Goal of the exercise: Search the listing below for the string "pixel", then copy every line it appears in.

Input material:
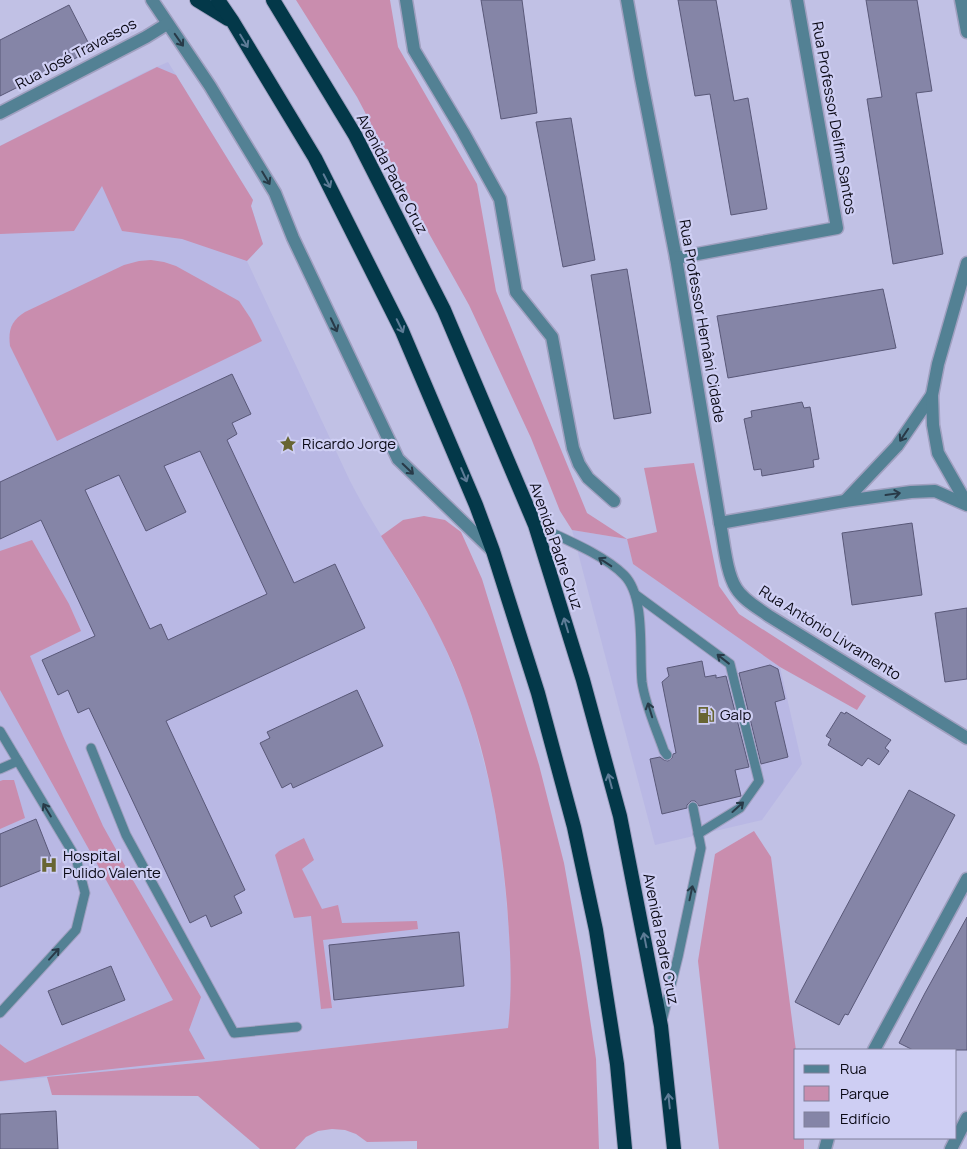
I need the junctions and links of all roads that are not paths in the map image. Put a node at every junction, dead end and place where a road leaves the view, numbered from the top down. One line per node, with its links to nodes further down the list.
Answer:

* * *

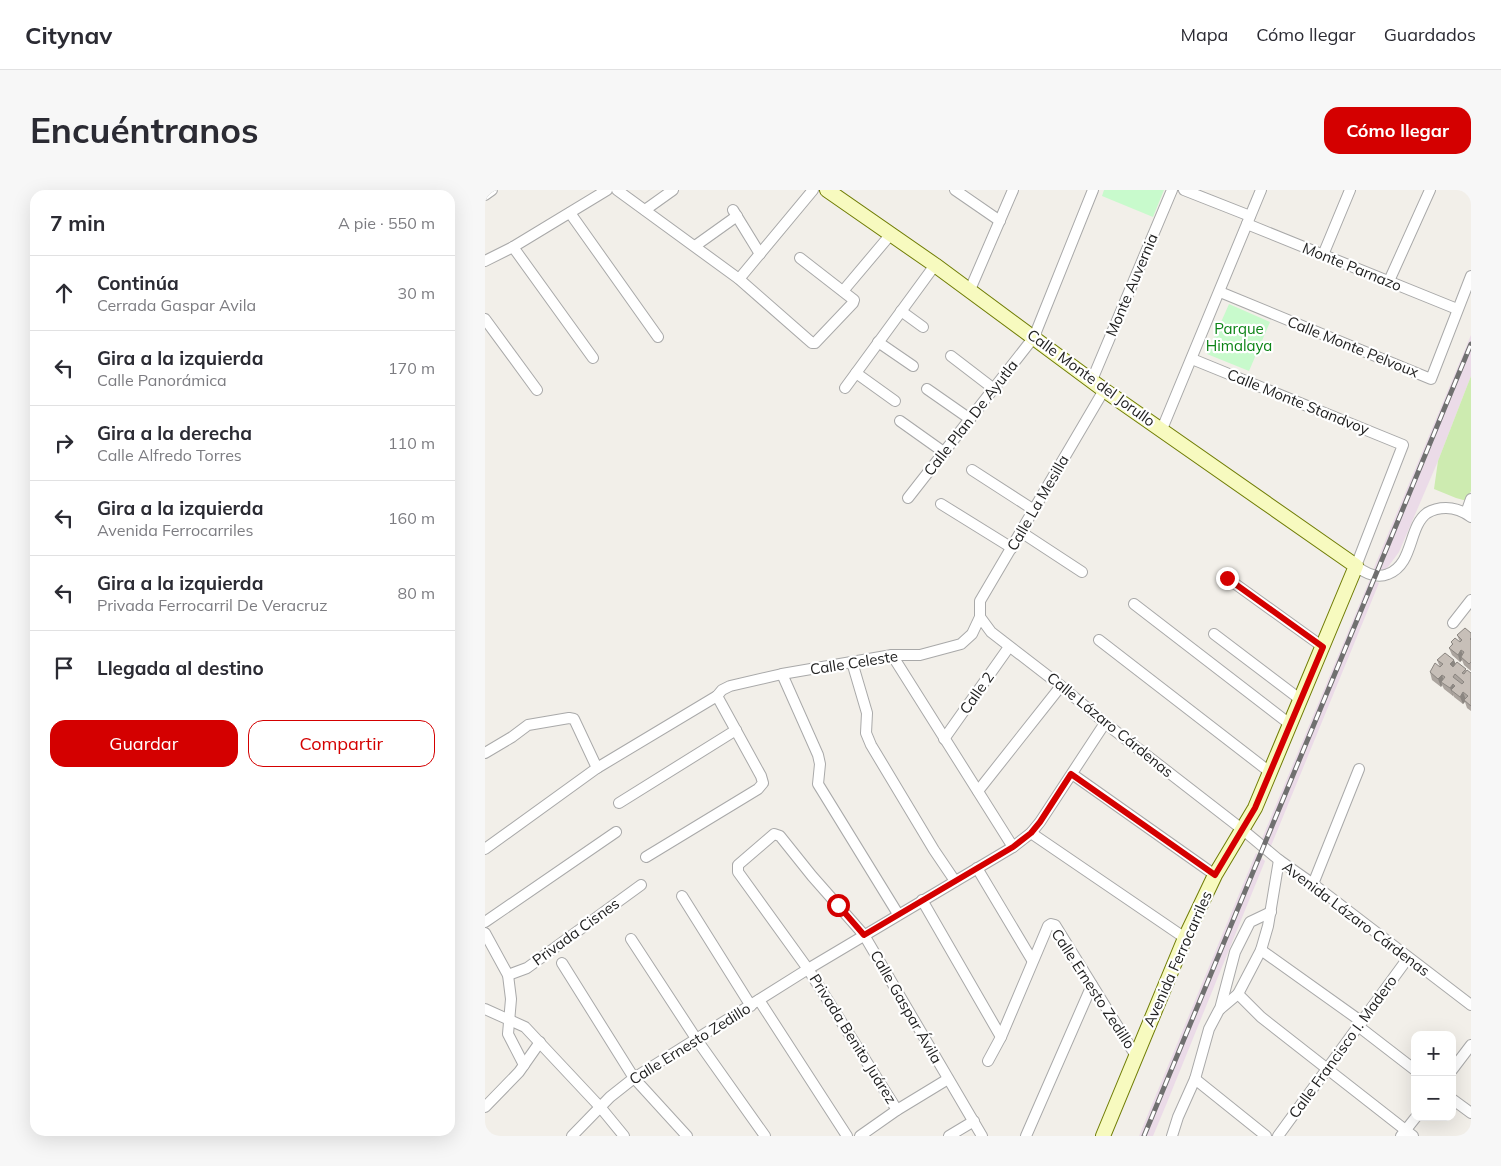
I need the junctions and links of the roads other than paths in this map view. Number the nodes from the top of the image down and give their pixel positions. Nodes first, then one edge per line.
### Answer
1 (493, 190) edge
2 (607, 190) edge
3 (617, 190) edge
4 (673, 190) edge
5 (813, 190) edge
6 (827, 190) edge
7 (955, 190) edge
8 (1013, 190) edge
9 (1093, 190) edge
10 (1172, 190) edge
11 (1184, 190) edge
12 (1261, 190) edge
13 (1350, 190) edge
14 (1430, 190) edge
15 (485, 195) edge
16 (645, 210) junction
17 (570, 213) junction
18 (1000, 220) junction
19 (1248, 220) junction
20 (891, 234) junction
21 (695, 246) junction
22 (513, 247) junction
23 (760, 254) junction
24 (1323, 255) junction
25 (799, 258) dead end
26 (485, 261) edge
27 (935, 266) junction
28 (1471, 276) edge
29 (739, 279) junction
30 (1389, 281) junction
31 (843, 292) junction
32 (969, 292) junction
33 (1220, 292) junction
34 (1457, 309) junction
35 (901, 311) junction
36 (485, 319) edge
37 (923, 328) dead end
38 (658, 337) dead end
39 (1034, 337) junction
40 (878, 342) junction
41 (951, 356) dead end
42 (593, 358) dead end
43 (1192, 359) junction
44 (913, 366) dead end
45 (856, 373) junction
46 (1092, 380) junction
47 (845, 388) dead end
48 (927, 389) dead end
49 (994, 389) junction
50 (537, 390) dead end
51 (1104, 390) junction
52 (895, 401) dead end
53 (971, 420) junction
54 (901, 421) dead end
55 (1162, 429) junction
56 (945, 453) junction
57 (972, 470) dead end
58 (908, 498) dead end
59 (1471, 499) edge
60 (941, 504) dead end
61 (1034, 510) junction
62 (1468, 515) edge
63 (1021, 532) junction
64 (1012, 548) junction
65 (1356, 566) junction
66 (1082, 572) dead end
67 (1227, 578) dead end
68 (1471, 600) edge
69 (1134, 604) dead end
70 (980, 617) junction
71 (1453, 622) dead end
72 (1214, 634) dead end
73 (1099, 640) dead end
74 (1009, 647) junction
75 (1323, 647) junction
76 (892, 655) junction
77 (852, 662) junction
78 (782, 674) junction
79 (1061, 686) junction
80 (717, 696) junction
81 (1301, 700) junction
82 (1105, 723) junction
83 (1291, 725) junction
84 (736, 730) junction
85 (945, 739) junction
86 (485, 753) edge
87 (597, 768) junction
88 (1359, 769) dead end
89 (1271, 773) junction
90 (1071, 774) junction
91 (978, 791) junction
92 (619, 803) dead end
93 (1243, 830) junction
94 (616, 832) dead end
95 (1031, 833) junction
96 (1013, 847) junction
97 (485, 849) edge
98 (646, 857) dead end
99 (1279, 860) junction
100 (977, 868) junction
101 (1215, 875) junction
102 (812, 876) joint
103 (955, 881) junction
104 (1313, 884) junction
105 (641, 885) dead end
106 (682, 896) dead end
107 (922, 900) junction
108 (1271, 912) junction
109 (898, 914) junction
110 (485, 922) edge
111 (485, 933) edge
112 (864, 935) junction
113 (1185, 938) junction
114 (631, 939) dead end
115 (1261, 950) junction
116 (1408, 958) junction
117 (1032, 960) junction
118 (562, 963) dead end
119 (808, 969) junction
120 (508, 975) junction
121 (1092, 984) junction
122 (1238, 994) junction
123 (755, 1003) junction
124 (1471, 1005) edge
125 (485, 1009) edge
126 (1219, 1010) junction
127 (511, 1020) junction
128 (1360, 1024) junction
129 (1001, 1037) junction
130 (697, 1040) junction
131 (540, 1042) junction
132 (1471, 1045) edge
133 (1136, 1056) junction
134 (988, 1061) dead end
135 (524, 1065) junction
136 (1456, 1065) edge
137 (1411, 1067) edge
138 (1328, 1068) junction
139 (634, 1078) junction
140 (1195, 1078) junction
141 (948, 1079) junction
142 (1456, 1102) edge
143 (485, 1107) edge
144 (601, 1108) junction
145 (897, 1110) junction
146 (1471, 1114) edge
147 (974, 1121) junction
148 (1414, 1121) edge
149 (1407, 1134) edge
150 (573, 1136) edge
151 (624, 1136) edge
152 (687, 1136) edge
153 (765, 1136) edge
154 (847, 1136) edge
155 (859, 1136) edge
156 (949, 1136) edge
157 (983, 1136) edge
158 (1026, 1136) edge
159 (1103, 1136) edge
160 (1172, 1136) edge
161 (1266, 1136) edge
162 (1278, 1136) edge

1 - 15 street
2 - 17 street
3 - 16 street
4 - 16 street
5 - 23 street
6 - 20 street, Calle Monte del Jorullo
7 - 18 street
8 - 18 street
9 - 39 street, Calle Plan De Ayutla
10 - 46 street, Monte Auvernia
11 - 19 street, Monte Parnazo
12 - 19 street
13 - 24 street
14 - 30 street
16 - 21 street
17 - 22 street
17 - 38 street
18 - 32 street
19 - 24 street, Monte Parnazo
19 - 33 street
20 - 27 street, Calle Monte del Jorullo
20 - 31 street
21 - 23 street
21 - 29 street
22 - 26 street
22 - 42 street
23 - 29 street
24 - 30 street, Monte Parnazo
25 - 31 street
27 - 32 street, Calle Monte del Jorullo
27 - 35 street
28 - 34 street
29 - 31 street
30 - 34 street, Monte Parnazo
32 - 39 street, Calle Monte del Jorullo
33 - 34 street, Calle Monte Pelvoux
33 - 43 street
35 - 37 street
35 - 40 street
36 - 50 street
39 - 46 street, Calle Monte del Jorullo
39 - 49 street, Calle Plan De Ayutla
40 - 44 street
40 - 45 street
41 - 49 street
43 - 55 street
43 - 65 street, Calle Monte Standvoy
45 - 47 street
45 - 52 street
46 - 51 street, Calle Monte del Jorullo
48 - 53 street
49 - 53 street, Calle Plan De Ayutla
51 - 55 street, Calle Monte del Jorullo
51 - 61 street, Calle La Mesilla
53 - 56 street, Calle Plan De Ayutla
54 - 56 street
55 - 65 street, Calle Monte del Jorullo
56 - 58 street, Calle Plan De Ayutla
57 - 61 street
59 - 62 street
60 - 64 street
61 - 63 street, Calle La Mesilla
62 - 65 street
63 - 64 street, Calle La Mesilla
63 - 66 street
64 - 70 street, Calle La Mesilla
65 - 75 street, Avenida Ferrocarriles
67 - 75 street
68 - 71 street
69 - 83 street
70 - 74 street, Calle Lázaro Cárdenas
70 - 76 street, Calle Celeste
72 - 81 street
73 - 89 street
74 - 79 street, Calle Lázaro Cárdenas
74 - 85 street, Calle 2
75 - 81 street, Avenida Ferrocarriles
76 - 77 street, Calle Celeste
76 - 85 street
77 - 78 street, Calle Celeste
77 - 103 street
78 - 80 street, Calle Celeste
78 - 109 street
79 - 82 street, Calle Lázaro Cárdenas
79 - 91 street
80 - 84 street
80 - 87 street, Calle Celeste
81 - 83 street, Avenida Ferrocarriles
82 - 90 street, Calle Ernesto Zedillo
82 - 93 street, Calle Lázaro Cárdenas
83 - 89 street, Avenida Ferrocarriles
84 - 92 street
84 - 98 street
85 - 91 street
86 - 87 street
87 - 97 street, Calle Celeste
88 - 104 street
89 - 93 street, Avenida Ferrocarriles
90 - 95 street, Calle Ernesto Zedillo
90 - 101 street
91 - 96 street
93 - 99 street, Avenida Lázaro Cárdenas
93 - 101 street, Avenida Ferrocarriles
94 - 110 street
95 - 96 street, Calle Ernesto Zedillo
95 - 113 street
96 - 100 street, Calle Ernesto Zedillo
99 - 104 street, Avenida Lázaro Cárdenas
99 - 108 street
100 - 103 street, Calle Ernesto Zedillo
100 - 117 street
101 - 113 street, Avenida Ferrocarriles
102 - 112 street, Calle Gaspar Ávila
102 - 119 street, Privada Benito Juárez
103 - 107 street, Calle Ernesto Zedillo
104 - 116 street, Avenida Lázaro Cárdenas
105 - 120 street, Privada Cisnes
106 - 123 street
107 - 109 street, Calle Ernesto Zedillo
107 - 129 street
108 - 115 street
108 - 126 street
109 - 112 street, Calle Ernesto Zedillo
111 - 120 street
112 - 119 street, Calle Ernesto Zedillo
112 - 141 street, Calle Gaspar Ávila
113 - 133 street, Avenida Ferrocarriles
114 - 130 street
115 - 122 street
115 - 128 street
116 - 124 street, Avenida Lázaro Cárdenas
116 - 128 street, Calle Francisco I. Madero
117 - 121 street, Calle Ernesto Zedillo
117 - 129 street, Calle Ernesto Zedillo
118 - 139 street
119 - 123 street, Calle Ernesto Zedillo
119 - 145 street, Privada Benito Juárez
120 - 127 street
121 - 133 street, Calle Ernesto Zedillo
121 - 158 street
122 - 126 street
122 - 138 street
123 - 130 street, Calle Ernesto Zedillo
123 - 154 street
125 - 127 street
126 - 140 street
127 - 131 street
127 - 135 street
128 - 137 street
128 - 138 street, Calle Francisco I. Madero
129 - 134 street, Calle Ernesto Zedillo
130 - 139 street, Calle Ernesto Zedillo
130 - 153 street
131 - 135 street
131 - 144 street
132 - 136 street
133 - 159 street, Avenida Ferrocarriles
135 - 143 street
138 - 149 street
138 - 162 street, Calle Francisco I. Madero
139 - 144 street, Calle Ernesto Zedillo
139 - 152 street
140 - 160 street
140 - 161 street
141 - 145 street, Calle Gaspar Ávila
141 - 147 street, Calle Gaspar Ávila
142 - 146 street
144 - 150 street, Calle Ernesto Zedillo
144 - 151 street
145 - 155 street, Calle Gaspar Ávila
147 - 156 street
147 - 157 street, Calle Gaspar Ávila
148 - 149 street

...

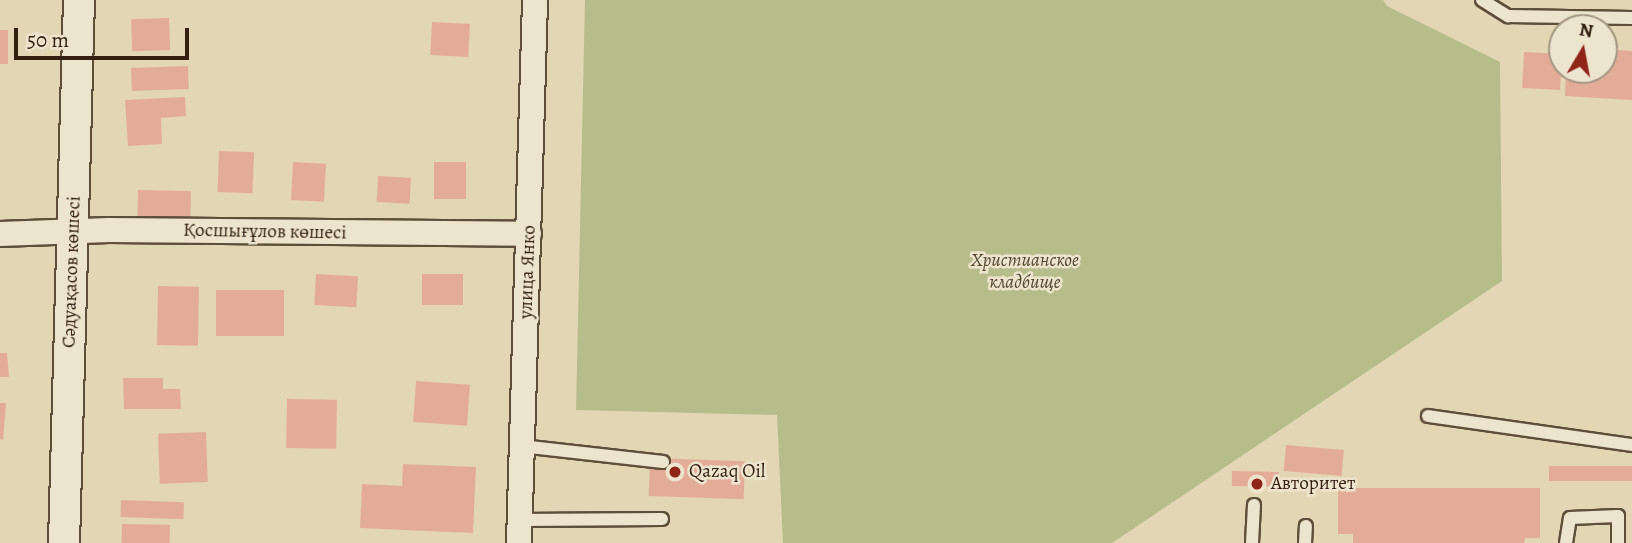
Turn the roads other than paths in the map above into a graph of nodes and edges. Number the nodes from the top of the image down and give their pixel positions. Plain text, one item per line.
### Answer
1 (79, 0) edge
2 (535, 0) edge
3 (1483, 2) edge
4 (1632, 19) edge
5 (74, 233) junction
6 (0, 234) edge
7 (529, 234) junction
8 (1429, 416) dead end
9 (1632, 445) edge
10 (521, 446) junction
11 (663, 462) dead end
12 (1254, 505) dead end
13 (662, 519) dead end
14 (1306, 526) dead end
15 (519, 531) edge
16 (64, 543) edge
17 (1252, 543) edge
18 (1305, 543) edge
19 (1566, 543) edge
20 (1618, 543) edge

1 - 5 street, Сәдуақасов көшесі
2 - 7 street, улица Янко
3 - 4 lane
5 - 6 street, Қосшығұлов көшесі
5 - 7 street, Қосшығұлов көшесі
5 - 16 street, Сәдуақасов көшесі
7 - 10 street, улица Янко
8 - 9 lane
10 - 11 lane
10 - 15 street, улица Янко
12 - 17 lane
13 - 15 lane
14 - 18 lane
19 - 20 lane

Task solution:
I need the junctions and links of the roads other than paths in this map view. Number the nodes from the top of the image down and give their pixel positions. Nodes first, then one edge per line.
Turn the roads other than paths in the map above into a graph of nodes and edges. Number the nodes from the top of the image down and give their pixel positions. Plain text, one item per line.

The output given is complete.